La adaptación a la ESO es un proceso muy importante que sin duda se debe trabajar desde el Proyecto Educativo del colegio, pero especialmente en 6º de primaria y valorando diversos aspectos, no solo la jornada escolar.

Criterios socio-familiares

Los niños que van a su casa a comer tienen que apresurarse en la ida y en la vuelta. Comer rápidamente para que le dé tiempo. Meterles prisa. En definitiva, se le genera mucho estrés y en muchos casos alimentación deficiente, dolores de estómago…

En contraposición, con la jornada continua y la disminución considerable de comensales, ¿se va a mantener la calidad de los menús? ¿va a repercutir esto en su precio? ¿Nos puede asegurar la empresa o el colegio que esto no va a ser así?

En la jornada continua, la comida se realizaría concluida la jornada curricular, por lo que sería una actividad más relajada, sin preocupaciones del posible examen o control que tengan después, o de tener que volver rápidamente al colegio.

La programación de exámenes y otras pruebas de evaluación, se puede hacer, por parte del profesorado en las sesiones de la mañana, sin perjuicio de la organización de las enseñanzas.

Además, la normativa señala que la evaluación debe adaptarse a las características del alumnado y realizarse en las mejores condiciones para éste. Si las 14:30 no es el mejor momento para hacer un examen, basta con que el profesor o profesora no lo programe a esa hora.

Desajuste de horarios de comidas entre los días laborables y los sábados, domingos y vacaciones, cuando ya se pueden incorporar a la familia y comer a las 14 o 14,30 o quizás más tarde.

Durante los fines de semana y las vacaciones se desajustan todos los horarios, no solo los de las comidas. Todos y todas nos adaptamos a levantarnos, comer, dormir más tarde.

Muchas familias no pueden permitirse pagar el comedor escolar, ya que las becas no siempre son suficientes o no se les concede la beca (las cuales se están reduciendo cada vez más). Además, si no les da tiempo suficiente a ir a comer a casa y volver, si no puede volver al colegio, no vuelven por la tarde, lo que supone un agravio para aquellas familias que no pueden ni pagar el comedor ni llevar a sus niños a casa a comer para luego regresar al colegio. Lo que provoca, un aumento del absentismo escolar en las sesiones de tarde.

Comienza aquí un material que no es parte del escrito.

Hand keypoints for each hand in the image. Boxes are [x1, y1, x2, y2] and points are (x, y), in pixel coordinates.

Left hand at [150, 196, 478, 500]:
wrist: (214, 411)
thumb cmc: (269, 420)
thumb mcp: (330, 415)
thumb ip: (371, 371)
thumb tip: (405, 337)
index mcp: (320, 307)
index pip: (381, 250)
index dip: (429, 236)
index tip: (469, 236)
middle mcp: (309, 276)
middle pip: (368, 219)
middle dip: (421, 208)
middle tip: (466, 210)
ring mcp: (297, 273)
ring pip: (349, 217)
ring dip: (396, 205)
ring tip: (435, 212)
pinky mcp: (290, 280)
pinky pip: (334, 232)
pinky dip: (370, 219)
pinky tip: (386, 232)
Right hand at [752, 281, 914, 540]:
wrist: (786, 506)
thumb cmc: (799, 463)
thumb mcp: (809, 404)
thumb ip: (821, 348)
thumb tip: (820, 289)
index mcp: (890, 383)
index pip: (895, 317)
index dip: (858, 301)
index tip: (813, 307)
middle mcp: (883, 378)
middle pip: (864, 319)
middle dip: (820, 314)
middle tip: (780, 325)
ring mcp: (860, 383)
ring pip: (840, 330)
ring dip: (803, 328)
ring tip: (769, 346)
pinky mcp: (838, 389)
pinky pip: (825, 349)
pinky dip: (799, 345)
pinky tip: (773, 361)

No es argumento para cambiar la jornada escolar que los servicios sociales no funcionen suficientemente bien. Los posibles problemas de absentismo o socio- laborales de las familias se deben afrontar de forma global y la jornada continua no asegura que desaparezcan. Se puede intentar buscar otras opciones para las familias que necesiten ese apoyo. El AFA, por ejemplo, puede tener un papel importante creando red.

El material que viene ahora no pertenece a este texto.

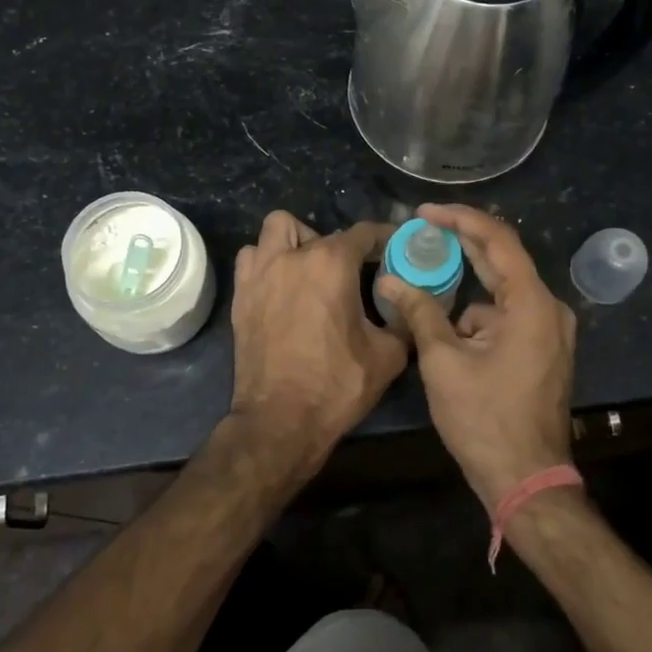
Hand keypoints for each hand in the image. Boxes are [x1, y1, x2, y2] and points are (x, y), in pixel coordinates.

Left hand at [228, 210, 407, 472]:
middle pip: (323, 232)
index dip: (385, 237)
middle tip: (354, 274)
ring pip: (278, 229)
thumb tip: (411, 306)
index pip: (365, 232)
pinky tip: (281, 285)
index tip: (396, 248)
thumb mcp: (387, 356)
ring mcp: (261, 272)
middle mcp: (293, 256)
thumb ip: (403, 321)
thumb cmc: (336, 386)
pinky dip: (267, 261)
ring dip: (297, 241)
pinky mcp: (241, 294)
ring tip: (310, 268)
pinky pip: (252, 258)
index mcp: (332, 264)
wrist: (279, 422)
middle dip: (343, 247)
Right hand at [375, 203, 576, 510]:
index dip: (460, 219)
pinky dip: (478, 315)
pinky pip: (507, 316)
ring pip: (502, 291)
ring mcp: (550, 331)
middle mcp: (549, 309)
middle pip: (503, 259)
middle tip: (422, 227)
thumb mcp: (444, 362)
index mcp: (532, 304)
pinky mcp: (542, 350)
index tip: (424, 212)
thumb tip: (390, 281)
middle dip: (462, 242)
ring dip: (466, 284)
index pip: (498, 240)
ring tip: (425, 276)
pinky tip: (447, 328)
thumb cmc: (485, 420)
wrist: (526, 481)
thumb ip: (420, 313)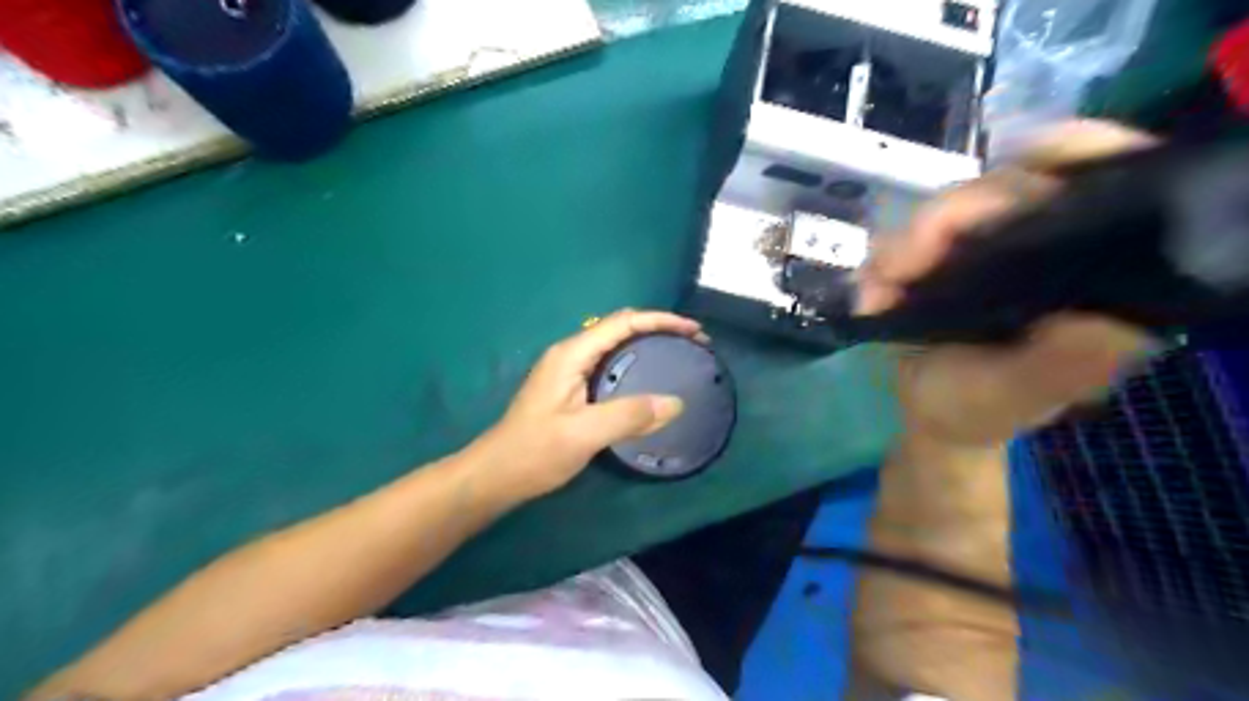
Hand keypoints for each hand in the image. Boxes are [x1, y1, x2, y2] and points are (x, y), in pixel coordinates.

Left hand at [474, 309, 701, 499]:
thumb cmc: (535, 452)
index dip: (660, 320)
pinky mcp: (570, 388)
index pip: (622, 322)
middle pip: (619, 328)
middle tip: (692, 345)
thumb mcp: (584, 434)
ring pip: (615, 346)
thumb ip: (629, 415)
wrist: (496, 474)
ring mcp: (568, 370)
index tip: (693, 331)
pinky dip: (634, 365)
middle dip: (657, 329)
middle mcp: (570, 354)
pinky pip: (609, 365)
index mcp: (571, 354)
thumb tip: (676, 403)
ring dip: (646, 346)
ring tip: (677, 358)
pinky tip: (648, 382)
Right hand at [861, 117, 1162, 449]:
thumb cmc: (977, 410)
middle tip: (899, 269)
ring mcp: (988, 248)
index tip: (1026, 158)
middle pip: (1006, 188)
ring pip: (948, 209)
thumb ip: (1055, 367)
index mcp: (1086, 272)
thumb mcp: (1014, 397)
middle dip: (946, 219)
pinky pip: (907, 236)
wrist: (927, 416)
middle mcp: (1044, 247)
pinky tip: (871, 294)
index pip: (1102, 183)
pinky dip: (882, 261)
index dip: (1073, 154)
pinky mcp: (944, 257)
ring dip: (903, 246)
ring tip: (877, 293)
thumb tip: (1104, 322)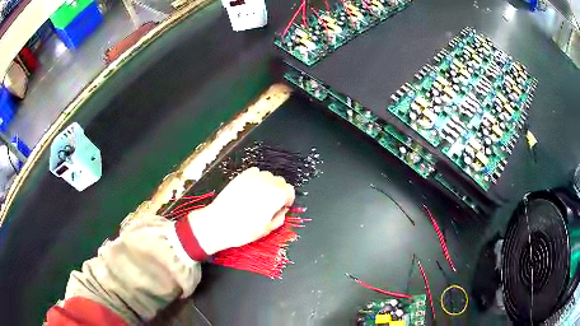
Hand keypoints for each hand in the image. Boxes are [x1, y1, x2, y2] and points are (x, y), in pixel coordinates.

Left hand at [188, 167, 294, 254]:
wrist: (217, 224)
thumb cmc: (242, 230)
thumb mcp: (266, 230)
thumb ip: (279, 218)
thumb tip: (281, 211)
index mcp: (275, 196)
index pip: (290, 190)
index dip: (288, 199)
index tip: (284, 206)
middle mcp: (265, 183)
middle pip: (280, 181)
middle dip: (280, 191)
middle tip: (273, 204)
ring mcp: (252, 178)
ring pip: (268, 175)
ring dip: (269, 184)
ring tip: (262, 197)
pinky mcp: (240, 176)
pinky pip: (255, 172)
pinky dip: (257, 178)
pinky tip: (252, 190)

Los conflictos en el horario de comedor son mayores debido al gran aumento de comensales con la jornada partida. Muchos alumnos no se verían obligados a quedarse en el comedor escolar con la jornada continua, por lo tanto, el número de comensales descendería, y así, los conflictos que se generan. No haría falta hacer dos turnos, si no, un único turno.

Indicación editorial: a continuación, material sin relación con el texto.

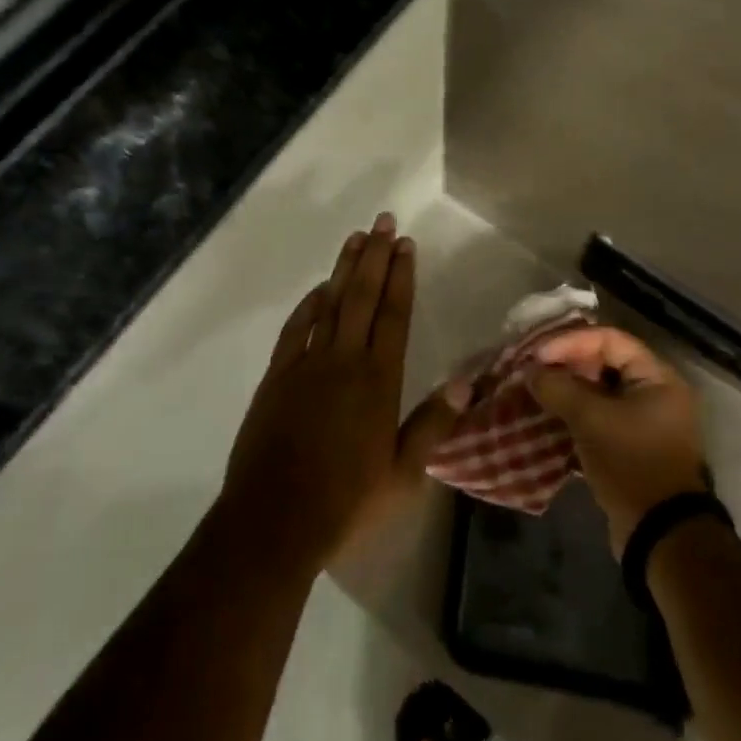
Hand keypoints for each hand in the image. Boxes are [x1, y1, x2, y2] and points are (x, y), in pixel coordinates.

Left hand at [221, 215, 467, 570]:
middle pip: (362, 296)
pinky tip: (318, 289)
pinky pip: (296, 328)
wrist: (273, 519)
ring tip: (357, 237)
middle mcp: (344, 360)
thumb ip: (433, 424)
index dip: (401, 276)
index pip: (394, 314)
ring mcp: (307, 364)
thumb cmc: (346, 501)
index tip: (405, 244)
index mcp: (378, 380)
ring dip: (344, 268)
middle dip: (375, 256)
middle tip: (383, 221)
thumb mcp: (402, 474)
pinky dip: (308, 304)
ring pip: (330, 303)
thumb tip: (466, 381)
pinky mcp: (277, 376)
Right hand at [528, 326, 707, 554]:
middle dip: (567, 365)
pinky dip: (576, 414)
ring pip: (600, 392)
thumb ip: (559, 389)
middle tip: (534, 370)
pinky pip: (600, 417)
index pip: (610, 340)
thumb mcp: (591, 421)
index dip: (571, 342)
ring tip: (536, 391)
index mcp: (657, 378)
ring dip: (568, 391)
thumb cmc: (631, 463)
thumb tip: (531, 372)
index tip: (539, 355)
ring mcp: (645, 422)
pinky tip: (549, 417)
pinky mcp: (632, 447)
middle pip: (605, 363)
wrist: (660, 536)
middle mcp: (656, 393)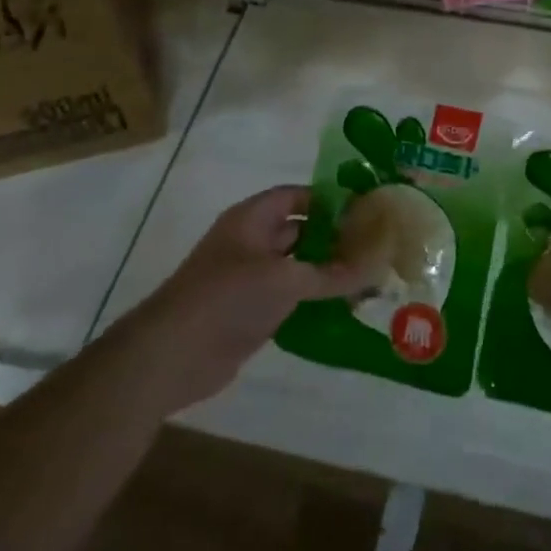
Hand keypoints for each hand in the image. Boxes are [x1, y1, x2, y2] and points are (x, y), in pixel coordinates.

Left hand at [113, 186, 374, 413]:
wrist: (173, 354)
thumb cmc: (227, 298)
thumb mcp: (284, 280)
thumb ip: (331, 273)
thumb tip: (376, 265)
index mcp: (252, 219)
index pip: (296, 196)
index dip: (329, 199)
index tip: (366, 209)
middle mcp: (251, 243)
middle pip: (300, 231)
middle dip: (335, 238)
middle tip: (377, 247)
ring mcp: (251, 279)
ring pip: (298, 267)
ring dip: (328, 273)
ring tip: (371, 279)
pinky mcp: (252, 312)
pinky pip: (291, 298)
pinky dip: (315, 301)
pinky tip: (346, 310)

Abordamos la conflictividad y problemas de convivencia reduciendo el número de alumnos y alumnas, no trabajando directamente sobre los problemas.

Un único turno de comidas reduciría el número de cuidadoras y el comedor seguiría estando lleno de niños y niñas, pero solo de 14 a 15.

¿En los colegios con jornada continua hay menos conflictividad? NO

Por todos estos motivos, y algunos más que serán explicados y debatidos en la jornada informativa, el CEIP Santa María considera muy beneficioso el cambio a una jornada continua y os animamos a que participéis en el proceso de votación, tanto para votar SÍ al cambio, como para votar NO al cambio.

Igual de legítima es la opción de no participar en la votación, para todas las familias que no quieran que el colegio cambie de jornada escolar y que han elegido este colegio, precisamente porque tiene jornada partida.

Se ha iniciado el proceso de cambio de jornada, y es perfectamente entendible y legítimo que las familias que no quieran ese cambio, no participen del proceso.